• WHAT TO PRODUCE: Look through the material below and say how many of its lines carry the string "Degnon". Only the number should be given.

╭──

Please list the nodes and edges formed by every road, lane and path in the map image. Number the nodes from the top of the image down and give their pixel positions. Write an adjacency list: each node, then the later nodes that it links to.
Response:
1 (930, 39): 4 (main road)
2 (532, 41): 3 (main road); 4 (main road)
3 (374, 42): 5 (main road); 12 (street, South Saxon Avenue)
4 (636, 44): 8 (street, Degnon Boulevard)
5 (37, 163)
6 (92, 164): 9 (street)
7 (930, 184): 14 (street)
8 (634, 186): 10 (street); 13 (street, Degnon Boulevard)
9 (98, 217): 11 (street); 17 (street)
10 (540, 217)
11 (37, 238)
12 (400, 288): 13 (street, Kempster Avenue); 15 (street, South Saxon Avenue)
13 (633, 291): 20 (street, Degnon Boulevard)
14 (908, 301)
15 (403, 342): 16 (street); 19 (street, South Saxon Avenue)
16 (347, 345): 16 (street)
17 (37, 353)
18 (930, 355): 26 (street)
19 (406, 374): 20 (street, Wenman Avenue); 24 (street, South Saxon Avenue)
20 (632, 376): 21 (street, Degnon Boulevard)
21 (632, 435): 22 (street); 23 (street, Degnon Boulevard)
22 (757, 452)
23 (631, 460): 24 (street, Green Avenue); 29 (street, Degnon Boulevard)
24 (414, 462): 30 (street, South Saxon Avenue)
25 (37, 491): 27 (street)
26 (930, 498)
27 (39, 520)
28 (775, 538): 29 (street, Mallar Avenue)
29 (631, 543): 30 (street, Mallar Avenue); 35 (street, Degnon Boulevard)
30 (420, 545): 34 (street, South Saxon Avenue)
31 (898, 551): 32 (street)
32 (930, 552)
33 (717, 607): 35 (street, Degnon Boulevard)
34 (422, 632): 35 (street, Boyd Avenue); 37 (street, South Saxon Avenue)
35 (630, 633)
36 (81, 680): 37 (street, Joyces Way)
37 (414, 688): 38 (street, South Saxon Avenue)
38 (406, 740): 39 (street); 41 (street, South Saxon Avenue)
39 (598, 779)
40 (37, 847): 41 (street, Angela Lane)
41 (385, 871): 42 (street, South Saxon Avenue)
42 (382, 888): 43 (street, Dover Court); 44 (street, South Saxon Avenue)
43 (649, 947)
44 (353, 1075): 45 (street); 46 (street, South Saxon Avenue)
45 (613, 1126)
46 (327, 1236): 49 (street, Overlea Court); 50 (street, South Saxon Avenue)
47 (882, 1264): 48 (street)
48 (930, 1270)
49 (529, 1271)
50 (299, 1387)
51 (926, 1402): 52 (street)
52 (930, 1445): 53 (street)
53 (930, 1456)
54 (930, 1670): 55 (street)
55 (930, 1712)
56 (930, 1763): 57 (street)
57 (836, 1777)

╰──

• WRITTEN ANSWER: 8